State should start printing money to rescue economy...


Did you know that our country's housing wealth has shrunk at a rate of €142.8m per day since the peak of the boom in 2007? This is a catastrophic figure because housing wealth was one of the key drivers of spending, and domestic spending is what kept the dole queues so low in the boom years.

Without this housing "feel-good factor" we will continue to spend less. And the housing situation is getting more alarming. In January 2007, the total value of all our houses and apartments was €550.64bn and today that figure is €411.69bn. According to the latest report from daft.ie, rents are collapsing back to 1999 levels. Many people believed that, even in the worst case scenario, the housing market would bottom at 2003/4 levels. This now looks optimistic.

The more rents fall, the more house prices fall too and this is because the rents are a leading indicator of what is happening to real housing demand. There is such an overhang of houses in the system and such a lack of demand that house prices will continue to tumble.

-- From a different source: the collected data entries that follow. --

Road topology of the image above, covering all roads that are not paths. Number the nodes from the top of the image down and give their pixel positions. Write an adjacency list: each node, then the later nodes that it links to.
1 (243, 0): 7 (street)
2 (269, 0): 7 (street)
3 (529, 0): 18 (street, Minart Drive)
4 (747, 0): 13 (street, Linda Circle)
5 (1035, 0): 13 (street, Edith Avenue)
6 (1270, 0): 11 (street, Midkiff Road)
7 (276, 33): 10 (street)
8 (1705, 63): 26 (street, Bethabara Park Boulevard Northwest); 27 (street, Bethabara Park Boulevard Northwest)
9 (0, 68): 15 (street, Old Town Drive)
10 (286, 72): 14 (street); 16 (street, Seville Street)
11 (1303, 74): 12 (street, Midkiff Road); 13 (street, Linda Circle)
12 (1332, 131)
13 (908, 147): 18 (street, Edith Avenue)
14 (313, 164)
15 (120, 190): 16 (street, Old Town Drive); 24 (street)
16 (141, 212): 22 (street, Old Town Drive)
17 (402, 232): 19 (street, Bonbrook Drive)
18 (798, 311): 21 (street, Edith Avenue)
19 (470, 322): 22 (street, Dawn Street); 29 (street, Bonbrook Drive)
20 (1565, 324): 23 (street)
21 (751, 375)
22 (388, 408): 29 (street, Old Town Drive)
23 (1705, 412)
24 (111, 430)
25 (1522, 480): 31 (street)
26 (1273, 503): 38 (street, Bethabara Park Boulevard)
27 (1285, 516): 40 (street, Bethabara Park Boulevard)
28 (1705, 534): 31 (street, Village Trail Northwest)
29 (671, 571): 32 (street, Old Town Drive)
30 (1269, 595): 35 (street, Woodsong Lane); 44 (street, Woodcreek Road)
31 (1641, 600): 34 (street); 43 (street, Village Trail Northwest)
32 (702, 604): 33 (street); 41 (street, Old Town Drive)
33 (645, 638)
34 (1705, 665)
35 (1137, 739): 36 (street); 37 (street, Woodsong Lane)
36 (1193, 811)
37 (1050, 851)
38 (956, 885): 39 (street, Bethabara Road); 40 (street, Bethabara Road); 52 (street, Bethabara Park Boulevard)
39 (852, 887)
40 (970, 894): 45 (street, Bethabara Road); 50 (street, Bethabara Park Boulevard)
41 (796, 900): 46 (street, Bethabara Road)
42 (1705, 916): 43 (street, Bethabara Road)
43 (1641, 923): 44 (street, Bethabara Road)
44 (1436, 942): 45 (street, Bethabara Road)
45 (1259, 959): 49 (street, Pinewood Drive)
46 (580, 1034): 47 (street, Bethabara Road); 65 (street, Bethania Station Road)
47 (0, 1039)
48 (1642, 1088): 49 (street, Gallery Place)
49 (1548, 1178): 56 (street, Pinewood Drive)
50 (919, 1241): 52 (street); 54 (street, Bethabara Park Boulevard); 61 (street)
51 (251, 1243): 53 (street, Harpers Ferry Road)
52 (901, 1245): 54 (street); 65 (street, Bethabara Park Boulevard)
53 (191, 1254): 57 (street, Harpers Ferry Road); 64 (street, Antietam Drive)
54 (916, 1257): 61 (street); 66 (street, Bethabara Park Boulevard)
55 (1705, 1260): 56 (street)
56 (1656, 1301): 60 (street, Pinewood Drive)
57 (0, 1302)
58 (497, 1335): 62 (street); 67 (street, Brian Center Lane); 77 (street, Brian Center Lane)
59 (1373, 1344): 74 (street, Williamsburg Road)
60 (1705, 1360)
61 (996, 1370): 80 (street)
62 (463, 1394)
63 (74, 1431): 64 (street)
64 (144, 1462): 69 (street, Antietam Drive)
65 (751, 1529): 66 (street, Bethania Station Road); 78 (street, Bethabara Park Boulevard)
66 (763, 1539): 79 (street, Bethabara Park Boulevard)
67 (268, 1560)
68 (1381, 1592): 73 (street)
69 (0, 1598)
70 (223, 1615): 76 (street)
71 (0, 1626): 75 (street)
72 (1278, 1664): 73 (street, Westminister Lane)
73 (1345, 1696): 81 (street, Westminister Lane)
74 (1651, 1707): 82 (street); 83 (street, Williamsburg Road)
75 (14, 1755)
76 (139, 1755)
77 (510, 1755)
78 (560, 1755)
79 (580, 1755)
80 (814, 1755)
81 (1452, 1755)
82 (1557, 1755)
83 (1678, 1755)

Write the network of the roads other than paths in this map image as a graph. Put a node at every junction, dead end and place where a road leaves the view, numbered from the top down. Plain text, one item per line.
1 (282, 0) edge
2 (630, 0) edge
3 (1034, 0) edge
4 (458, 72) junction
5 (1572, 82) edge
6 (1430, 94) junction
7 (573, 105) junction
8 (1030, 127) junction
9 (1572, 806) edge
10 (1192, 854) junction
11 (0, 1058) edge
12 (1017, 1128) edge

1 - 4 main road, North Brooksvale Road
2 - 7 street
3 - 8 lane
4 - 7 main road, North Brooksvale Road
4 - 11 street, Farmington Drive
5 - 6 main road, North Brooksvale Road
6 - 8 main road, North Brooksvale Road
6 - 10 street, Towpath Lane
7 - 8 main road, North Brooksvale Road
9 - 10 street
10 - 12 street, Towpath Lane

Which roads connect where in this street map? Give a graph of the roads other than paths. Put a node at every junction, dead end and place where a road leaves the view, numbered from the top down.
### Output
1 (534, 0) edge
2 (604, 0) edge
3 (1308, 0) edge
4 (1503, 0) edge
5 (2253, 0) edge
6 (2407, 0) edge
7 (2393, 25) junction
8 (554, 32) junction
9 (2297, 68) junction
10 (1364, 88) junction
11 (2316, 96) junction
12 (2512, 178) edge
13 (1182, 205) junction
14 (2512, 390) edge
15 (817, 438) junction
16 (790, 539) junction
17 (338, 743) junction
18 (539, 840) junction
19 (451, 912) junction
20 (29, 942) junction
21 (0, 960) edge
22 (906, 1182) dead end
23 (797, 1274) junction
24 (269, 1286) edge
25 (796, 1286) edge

The problem is that it is getting worse by the day. Not only is the housing market not stabilising, it is getting weaker.
This fundamental weakness in our balance sheet is one of the main reasons that we have to be cautious about the positive spin we are hearing this week from some stockbrokers and the spectacularly useless forecasts from the Department of Finance.

Like almost every economic problem of the past two years, all roads lead to the banks. In a situation where house prices are falling, the banks will not lend because the banks' balance sheets are mortgaged to the very houses and properties that are now falling in value. As this process leads to defaults, the bad debts of the banks will rise, reducing their capital base and causing money to leave the banks. With investors unwilling to plug the gap until the full extent of the bad loans becomes apparent, the forced nationalisation of one of the big banks is clearly a distinct possibility.

Yesterday, we heard that the serial delinquent Irish Life and Permanent -- an outfit whose loan to deposit ratio reached a ludicrous 260pc -- is now trying to gain deposits again. But if it gets its deposits up, then to get the loans to deposit ratio down it has to lend less. Here again is evidence that credit in the economy is drying up.

Shrinking housing wealth brings into focus what is happening around the country and explains why hundreds of thousands of us have stopped spending and borrowing. Why would you borrow when prices are falling by 6pc and the banks are charging 5.5pc at least in interest? This is a real interest rate of 11.5pc. What company or individual, when faced with falling incomes, will contemplate borrowing at these rates? More crucially, when faced with real rates of interest of this magnitude, banks will not lend to businesses because these levels of interest rates increase the risk of bankruptcy.

This is the monetary environment we are faced with. In economics this situation is called a liquidity trap. It describes a situation where the banks are unwilling to lend to risky businesses, so business gets starved of cash and people are unwilling to borrow because they are crippled by the servicing costs of debts they took out in the boom.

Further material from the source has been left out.